Les Catilinaires d’Amélie Nothomb

Classé dans : Avis littéraires — 20 juillet 2016 @ 12 h 02 min

Genre : Les Catilinaires Contemporaine

Editeur : Le Livre de Poche

Année de sortie : 2013

Nombre de pages : 151

Synopsis : La solitude à deux, tel était le rêve d’Emile et Juliette. Une maison au fond des bois pour y finir leurs jours, l’un près de l’autre. Etrangement, cette parfaite thébaïde comportait un voisin. Un nommé Palamède Bernardin, qui d’abord est venu se présenter, puis a pris l’habitude de s’incruster chez eux chaque après-midi, de quatre à six heures. Sans dire un mot, ou presque. Et cette présence absurde va peu à peu devenir plus dérangeante pour le couple que toutes les foules du monde … C’est une comédie très noire, d’une lucidité tour à tour drôle et dévastatrice, que nous offre ici l’auteur d’Hygiène de l’assassin et de Stupeur et tremblements.

 

Avis : Une petite envie d’un bon livre d’Amélie Nothomb. J’ai opté pour celui-ci parce que j’en avais déjà entendu du bien.

J’ai vraiment aimé ce livre, pour plusieurs raisons. D’abord, je me suis facilement attachée aux personnages, j’ai eu l’impression d’une atmosphère agréable grâce à eux (en tout cas au début) : leur amour est beau, innocent, authentique, éternel. On sent une complicité rare entre deux personnes, et un reste d’enfance.

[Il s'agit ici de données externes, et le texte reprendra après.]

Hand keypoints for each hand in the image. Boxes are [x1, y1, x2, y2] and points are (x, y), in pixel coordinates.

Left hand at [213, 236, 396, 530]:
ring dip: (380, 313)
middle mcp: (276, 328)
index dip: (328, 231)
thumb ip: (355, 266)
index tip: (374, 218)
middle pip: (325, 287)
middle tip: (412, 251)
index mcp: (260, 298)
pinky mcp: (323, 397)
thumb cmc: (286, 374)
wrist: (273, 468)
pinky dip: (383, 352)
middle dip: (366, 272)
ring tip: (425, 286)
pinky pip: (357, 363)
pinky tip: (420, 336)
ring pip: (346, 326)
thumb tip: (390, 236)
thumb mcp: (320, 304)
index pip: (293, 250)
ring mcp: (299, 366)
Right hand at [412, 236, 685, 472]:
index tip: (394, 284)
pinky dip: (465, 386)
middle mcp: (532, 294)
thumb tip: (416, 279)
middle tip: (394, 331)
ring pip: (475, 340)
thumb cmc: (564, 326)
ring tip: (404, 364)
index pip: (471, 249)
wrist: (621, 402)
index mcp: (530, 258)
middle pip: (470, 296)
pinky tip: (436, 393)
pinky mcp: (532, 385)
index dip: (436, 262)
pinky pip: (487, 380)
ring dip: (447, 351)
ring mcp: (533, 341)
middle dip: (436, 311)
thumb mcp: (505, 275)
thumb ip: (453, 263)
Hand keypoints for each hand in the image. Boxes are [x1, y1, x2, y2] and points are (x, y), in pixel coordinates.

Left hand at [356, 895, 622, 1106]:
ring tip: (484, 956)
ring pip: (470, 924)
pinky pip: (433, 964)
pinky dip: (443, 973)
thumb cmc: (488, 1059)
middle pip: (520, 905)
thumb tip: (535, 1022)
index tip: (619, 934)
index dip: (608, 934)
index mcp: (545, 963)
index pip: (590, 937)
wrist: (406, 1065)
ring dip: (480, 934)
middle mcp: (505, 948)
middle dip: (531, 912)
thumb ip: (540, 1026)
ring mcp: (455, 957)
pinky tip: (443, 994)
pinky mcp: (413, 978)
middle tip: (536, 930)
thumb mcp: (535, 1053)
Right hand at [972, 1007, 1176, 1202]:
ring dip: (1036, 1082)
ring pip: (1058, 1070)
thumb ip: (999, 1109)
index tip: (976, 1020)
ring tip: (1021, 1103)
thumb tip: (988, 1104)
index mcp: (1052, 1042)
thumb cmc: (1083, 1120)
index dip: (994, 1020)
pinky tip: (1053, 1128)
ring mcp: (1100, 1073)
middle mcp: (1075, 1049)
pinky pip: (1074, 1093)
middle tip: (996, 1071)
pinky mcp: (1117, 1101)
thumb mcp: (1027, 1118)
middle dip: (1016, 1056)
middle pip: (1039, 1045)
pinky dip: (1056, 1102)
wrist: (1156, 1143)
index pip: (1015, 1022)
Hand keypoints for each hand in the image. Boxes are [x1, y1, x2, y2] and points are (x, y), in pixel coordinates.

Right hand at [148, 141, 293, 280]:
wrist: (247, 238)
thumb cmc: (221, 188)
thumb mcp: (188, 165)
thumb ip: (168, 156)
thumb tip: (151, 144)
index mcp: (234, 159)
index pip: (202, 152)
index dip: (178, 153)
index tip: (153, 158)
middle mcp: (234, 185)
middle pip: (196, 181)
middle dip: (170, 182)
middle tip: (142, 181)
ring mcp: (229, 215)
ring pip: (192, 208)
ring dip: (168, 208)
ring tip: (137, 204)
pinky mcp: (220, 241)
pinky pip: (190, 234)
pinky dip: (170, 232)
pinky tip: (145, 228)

Ils sont émouvants, surtout Juliette qui, par son prénom, m’a fait penser à la sœur de l’auteure, et à ce que cette dernière dit d’elle. Puis, leur rêve est beau, simple : vivre ensemble, à deux, isolés du reste de la société et de ce qu’elle fait de nous. Je me suis facilement imaginée à leur place à leur âge, et donc identifiée à eux. Leur petit rêve éveillé, qui se transforme vite en cauchemar. En effet, ils ne sont pas seuls ; près d’eux vit ce voisin qui va devenir invasif dès le premier jour, et ne plus les lâcher jusqu’à la fin. Peu à peu, cet homme exerce une pression psychologique sur le couple sans même parler. Ceux-ci sont incapables de le chasser, et même, ressentent de la culpabilité et de la gêne à sa place. Je dois avouer que certains passages m’ont énervé : comment peut-on laisser une situation s’enliser à ce point ? J’ai parfois ressenti de la haine pour ce voisin, du dégoût aussi, exactement comme le narrateur, qui change à cause de lui, qui devient différent de ce qu’il est depuis toujours, et que sa femme ne comprend plus. J’ai trouvé cela si triste … Il brise leur vie en s’immisçant chez eux de la sorte. Ce changement qui s’opère amorce la fin dont je parlerai plus bas. L’écriture est toujours aussi excellente, agréable à lire, à la fois cynique, parfois drôle, parfois cruel, et sérieuse. Petit plus : la couverture, que j’aime beaucoup !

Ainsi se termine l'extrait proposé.